Bug: webrtc:42223344, webrtc:42225170
Change-Id: Ia2025ab225499702c0abe47690742a9c0d6109b7
Reviewed-on: https://webrtc-review.googlesource.com/c/src/+/364380
Reviewed-by: Danil Chapovalov <danilchap@webrtc.org>
Reviewed-by: Sergey Silkin <ssilkin@webrtc.org>
Commit-Queue: Danil Chapovalov <danilchap@webrtc.org>
Cr-Commit-Position: refs/heads/main@{#43147}
diff --git a/modules/rtp_rtcp/source/video_rtp_depacketizer_h264.cc b/modules/rtp_rtcp/source/video_rtp_depacketizer_h264.cc
index 19ada0f..8ea399f 100644
--- a/modules/rtp_rtcp/source/video_rtp_depacketizer_h264.cc
+++ b/modules/rtp_rtcp/source/video_rtp_depacketizer_h264.cc
@@ -24,6 +24,7 @@
 #include "modules/rtp_rtcp/source/byte_io.h"

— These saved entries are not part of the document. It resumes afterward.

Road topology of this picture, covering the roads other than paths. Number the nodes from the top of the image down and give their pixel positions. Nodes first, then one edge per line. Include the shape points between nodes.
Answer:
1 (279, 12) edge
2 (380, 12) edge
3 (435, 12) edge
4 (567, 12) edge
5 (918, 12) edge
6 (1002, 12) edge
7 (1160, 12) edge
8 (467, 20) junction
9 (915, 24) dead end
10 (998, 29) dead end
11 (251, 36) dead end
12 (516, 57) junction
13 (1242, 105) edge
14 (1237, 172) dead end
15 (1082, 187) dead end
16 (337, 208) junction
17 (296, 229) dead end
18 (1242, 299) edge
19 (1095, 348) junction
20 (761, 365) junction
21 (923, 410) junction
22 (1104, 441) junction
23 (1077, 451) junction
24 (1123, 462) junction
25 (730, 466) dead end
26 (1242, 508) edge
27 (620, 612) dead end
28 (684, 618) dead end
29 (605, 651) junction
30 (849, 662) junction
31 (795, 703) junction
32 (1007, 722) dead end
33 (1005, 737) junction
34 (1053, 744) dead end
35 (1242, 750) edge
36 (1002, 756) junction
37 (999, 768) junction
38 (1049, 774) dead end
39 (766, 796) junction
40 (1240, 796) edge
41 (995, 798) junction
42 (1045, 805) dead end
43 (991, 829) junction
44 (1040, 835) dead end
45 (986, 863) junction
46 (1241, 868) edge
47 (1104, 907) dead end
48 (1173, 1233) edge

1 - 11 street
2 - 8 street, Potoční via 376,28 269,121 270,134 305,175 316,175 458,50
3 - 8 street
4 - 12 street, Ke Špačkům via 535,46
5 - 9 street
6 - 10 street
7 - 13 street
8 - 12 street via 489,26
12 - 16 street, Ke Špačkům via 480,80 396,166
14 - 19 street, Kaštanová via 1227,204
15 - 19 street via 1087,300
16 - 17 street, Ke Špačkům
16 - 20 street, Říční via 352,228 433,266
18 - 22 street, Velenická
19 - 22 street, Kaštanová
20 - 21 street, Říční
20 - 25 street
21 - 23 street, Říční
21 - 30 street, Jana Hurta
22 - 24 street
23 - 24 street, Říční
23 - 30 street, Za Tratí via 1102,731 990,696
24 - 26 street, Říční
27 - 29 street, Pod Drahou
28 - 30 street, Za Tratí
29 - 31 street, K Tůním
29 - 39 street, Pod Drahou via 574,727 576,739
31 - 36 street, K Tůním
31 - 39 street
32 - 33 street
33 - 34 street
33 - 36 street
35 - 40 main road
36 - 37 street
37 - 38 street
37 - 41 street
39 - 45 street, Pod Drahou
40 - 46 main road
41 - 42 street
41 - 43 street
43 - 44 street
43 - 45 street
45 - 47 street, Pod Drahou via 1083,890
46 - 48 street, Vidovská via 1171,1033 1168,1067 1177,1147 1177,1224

 #include "modules/rtp_rtcp/source/rtp_format_h264.h"
 #include "modules/rtp_rtcp/source/video_rtp_depacketizer.h"
+#include "rtc_base/byte_buffer.h"
 #include "rtc_base/checks.h"
 #include "rtc_base/copy_on_write_buffer.h"
 #include "rtc_base/logging.h"
@@ -34,34 +35,32 @@
 constexpr size_t kNalHeaderSize = 1;
 constexpr size_t kFuAHeaderSize = 2;
 constexpr size_t kLengthFieldSize = 2;
-constexpr size_t kStapAHeaderSize = kNalHeaderSize + kLengthFieldSize;
 
-// TODO(pbos): Avoid parsing this here as well as inside the jitter buffer.
-bool ParseStapAStartOffsets(const uint8_t* nalu_ptr,
-                            size_t length_remaining,
-                            std::vector<size_t>* offsets) {
-  size_t offset = 0;
-  while (length_remaining > 0) {
-    // Buffer doesn't contain room for additional nalu length.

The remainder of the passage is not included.